Goal of the exercise:
Omitting all pictures, retype the entries below exactly as given.
[Opening Input for this task section]
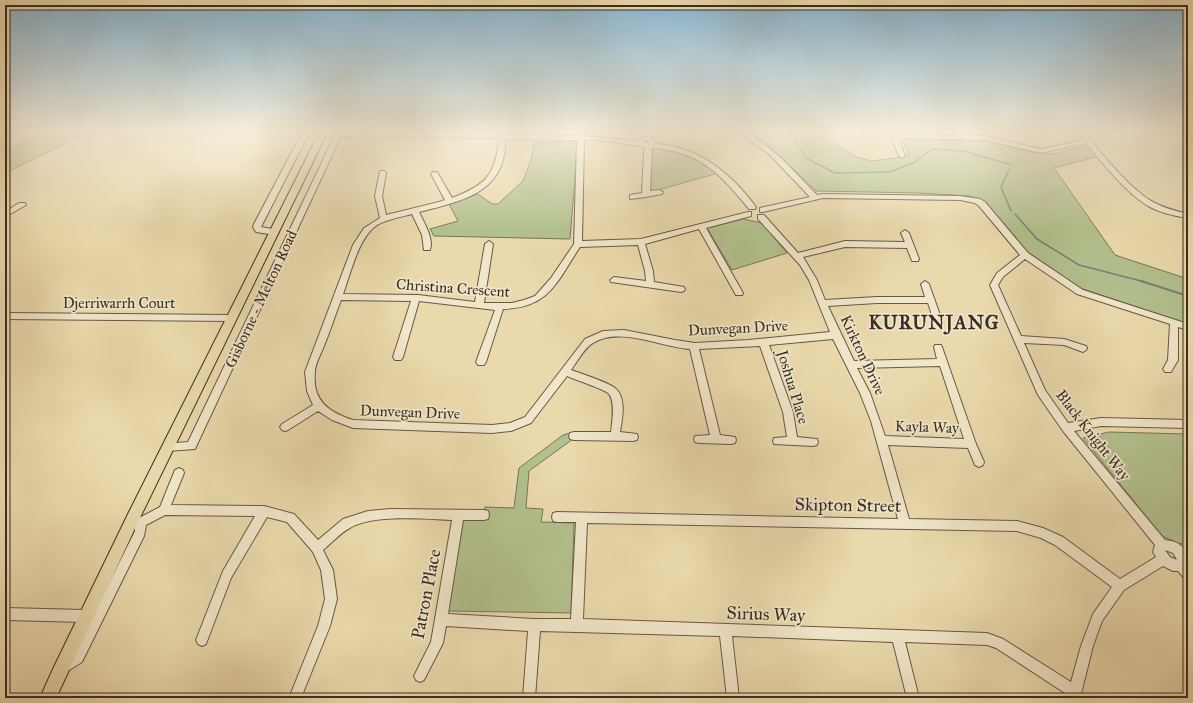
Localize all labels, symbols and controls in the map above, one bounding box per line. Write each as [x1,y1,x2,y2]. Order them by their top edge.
street label: Gisborne - Melton Road [221,227,301,371]
street label: Christina Crescent [395,275,511,301]
street label: Djerriwarrh Court [63,294,176,312]
district label: KURUNJANG [868,311,1000,335]
street label: Kirkton Drive [837,312,889,398]
street label: Dunvegan Drive [687,316,789,340]
street label: Joshua Place [772,346,813,426]
street label: Black Knight Way [1052,386,1135,485]
street label: Dunvegan Drive [360,401,460,423]
street label: Kayla Way [895,417,960,437]
street label: Skipton Street [795,493,902,517]
street label: Patron Place [406,547,446,641]
street label: Sirius Way [726,602,806,626]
[Closing Input for this task section]
Solution for this problem:
Localize all labels, symbols and controls in the map above, one bounding box per line. Write each as [x1,y1,x2,y2]. Order them by their top edge.
street label: Gisborne - Melton Road [221,227,301,371]
street label: Christina Crescent [395,275,511,301]
street label: Djerriwarrh Court [63,294,176,312]
district label: KURUNJANG [868,311,1000,335]
street label: Kirkton Drive [837,312,889,398]
street label: Dunvegan Drive [687,316,789,340]
street label: Joshua Place [772,346,813,426]
street label: Black Knight Way [1052,386,1135,485]
street label: Dunvegan Drive [360,401,460,423]
street label: Kayla Way [895,417,960,437]
street label: Skipton Street [795,493,902,517]
street label: Patron Place [406,547,446,641]
street label: Sirius Way [726,602,806,626]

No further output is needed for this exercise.